Par essence, l’islam est une religion du juste milieu, qui combat les abus de toutes sortes, prône la justice et l’équité, encourage le travail, la solidarité, la paix et l’amour du prochain. On peut donc affirmer que les éléments de la bonne gouvernance et de la démocratie sont conformes aux prescriptions du saint Coran et du Hadith dans la mesure où ils visent à améliorer le bien-être et la dignité de l’être humain. Si l’empire du Mali n’est pas reconnu dans l’histoire de notre pays comme un empire islamique, il faut admettre tout de même que certains de ses dirigeants ont beaucoup fait pour l’islam et ont laissé des traces indélébiles dans le cadre de la « bonne gouvernance ».

 

Soundiata Kéïta (1230-1255)

Le souverain le plus important et le plus connu de l’empire fut certainement Soundiata Kéïta qui organisa l’empire et le gouverna de manière beaucoup plus démocratique qu’auparavant en associant plusieurs couches socioprofessionnelles à la gestion de la société.

Après sa victoire sur Soumangourou Kanté, Soundiata scella l’acte de naissance du nouveau Mandé en déclarant que la gestion des affaires du pays ne serait plus l’affaire d’une seule famille, mais plutôt celle de tout le Mandé. Ainsi, il demanda la constitution d’une Assemblée générale composée de chefs de guerre et de lignage qui avaient combattu Soumangourou Kanté, la distribution des prisonniers, le jugement de ceux qui n’avaient pas participé aux combats, la création d’un corps d’élite chargé de la surveillance du pays, l’annonce du pouvoir à travers le monde, le renforcement de l’armée, la soumission du Sosso, l’unification du Mandé qui doit s’imposer à tous, l’intensification de la recherche et de l’extraction de l’or et l’annonce du serment selon lequel ils étaient tous prêts à mourir. Tout cela exigea l’union à laquelle Soundiata convia tout un chacun.
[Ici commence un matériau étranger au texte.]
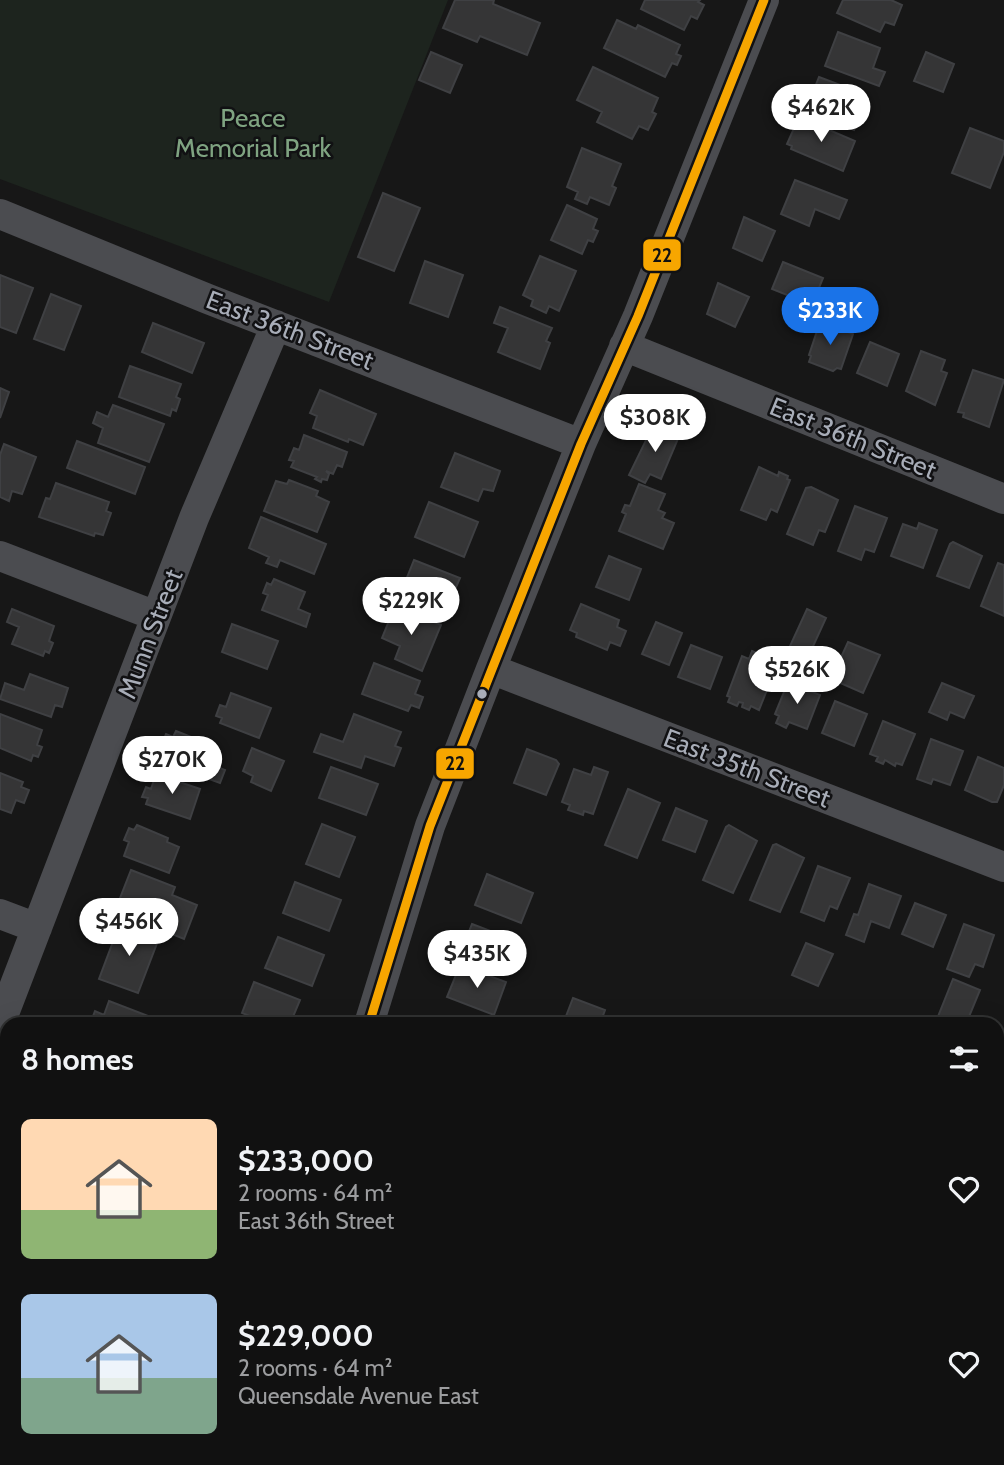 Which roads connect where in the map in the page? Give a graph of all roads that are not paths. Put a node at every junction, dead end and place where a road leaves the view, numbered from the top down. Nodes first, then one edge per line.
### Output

L’Assemblée prit également d’autres grandes décisions comme l’envoi des messagers auprès de toutes les autorités morales, religieuses et claniques du pays pour leur demander de s’associer à la cause de la partie. Tous les Mandé de famille ou de lignage furent convoqués à Dakadialan pour faire acte d’allégeance et de soumission à Soundiata. Des messages furent envoyés aussi aux « Rois sacrés » Traoré des provinces de Samanadougou, Dandougou, Kaminiadougou et de Chiendougou pour qu’ils bénissent le Mandé et son chef. Le même message fut envoyé aux Malinkés de l’extérieur. Une garnison militaire ou « Kelé Massa Dougou » fut créée ainsi qu’un corps d’observateurs politiques et de surveillants du pays pour éviter des abus d’autorité, des injustices et dissuader les fauteurs de troubles.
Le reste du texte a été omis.